AI Agent Runtime Architecture Runs on Two Channels: Intelligence and Tool-Execution
Every agent interaction has two legs that must be inspected and correlated: the intelligence channel (prompts and responses) and the tool-execution channel (tool calls, API invocations, and data retrievals). The AI Proxy secures the intelligence channel, inspecting full prompts and responses in real time. The Zero-Bypass MCP Gateway secures the tool-execution channel, verifying and controlling every tool call before it reaches an enterprise system (Aurascape, 2026). Sitting on both legs is what lets a control correlate intent with action: what the agent was asked to do, and what it actually did.
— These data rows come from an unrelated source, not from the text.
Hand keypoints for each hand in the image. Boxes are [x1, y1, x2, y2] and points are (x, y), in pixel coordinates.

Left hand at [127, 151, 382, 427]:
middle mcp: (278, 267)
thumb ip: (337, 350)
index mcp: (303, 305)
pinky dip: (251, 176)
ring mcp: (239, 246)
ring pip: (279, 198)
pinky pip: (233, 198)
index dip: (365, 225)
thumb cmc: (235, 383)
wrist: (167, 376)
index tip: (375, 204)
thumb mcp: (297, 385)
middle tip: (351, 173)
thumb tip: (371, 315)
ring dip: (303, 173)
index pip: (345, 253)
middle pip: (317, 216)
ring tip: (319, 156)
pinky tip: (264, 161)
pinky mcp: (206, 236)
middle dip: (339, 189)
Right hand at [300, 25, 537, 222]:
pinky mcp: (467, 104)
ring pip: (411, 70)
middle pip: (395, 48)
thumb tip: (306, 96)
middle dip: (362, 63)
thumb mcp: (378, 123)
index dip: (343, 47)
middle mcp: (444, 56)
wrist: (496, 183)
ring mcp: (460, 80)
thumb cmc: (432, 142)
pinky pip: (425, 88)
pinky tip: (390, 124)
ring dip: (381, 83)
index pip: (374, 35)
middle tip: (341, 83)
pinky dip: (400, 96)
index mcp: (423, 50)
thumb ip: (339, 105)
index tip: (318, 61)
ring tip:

| Channel | What it carries | What runtime security inspects | Aurascape control |
|---|---|---|---|
| Intelligence channel (agent to model) | Prompts, responses, the agent’s reasoning and intent | Prompt and response content, agent intent (agent mode, deep research), data sensitivity, identity and entitlement | AI Proxy |
| Tool-execution channel (agent to tool or system) | Tool calls, API invocations, and data retrievals over MCP | Which server and tool, the parameters, the data returned, and how data moves across chained calls | Zero-Bypass MCP Gateway |
The Zero-Bypass MCP Gateway cryptographically signs approved tool calls, so unsigned calls cannot reach the tool or the model and unauthorized actions cannot run (Aurascape, 2026). Cross-call data lineage tracks information across chained actions, which catches attacks that look benign one call at a time but exfiltrate data across several. This is the architecture behind the broader market view in the AI security landscape.
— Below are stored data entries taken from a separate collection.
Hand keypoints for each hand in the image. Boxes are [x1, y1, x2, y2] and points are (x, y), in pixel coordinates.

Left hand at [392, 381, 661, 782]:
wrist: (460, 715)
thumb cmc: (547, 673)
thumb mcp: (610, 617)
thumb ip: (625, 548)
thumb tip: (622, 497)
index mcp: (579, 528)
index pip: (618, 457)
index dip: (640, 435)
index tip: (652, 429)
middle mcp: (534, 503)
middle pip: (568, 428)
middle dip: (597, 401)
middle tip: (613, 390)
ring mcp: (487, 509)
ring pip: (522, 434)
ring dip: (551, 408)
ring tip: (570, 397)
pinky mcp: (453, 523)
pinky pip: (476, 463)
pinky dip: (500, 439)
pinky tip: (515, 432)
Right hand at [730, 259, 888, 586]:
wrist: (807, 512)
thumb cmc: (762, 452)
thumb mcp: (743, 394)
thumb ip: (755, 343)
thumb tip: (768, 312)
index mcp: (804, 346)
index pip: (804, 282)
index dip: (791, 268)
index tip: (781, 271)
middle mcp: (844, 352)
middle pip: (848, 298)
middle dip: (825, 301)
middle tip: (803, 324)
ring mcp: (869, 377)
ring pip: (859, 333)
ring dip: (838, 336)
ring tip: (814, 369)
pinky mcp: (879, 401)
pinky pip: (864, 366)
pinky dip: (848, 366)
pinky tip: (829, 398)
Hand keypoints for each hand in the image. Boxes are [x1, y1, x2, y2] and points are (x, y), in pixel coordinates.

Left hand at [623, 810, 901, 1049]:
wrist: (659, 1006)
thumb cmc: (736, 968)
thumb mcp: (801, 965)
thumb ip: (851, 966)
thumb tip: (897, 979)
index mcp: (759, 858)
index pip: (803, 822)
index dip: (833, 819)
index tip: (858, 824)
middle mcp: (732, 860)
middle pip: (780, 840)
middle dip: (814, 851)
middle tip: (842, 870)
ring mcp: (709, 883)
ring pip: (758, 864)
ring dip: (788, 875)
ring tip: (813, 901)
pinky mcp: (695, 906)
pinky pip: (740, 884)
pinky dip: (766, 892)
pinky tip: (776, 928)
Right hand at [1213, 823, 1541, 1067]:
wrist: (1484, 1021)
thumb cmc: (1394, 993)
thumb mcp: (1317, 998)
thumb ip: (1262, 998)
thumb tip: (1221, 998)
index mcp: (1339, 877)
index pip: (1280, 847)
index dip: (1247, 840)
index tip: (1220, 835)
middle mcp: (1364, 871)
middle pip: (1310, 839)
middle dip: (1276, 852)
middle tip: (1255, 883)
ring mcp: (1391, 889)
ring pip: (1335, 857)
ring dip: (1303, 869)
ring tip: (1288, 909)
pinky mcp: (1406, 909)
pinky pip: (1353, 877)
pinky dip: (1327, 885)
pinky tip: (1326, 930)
Memory, Output, and State Manipulation Extend the Attack Beyond Tool Calls
Attacks on agents reach past the tool call itself into the agent’s memory, internal state, and outputs, three vectors a tool-call-only control never inspects. An attacker who poisons what an agent stores across turns, or shapes what it emits back to a user or a downstream system, exfiltrates data without ever tripping a destination-aware rule.
Memory and state manipulation work because an agent carries context across a multi-turn conversation. A hidden instruction planted in one turn, or in a retrieved document the agent reads, persists in the agent’s working memory and steers later actions. Output manipulation is the exit door: the agent’s response becomes the channel that carries sensitive data out, framed as a normal answer. Both are why the intelligence channel has to be inspected for content and intent, not just routed. Inspecting prompts, responses, files, and multi-turn conversations across text, code, and other modalities is what catches the instruction before it persists and the data before it leaves (Aurascape, 2026).
MCP Attack Surface: 12,520 Unauthenticated Services and the Exploits That Cross the Seam
As of April 2026, Censys identified 12,520 internet-accessible MCP services running without authentication by default, because the Model Context Protocol has no authentication requirement built in (Censys, 2026). That exposure exists because MCP cannot reliably tell an instruction apart from data: a tool description can carry hidden commands the model executes, a flaw in the protocol itself, not an edge case.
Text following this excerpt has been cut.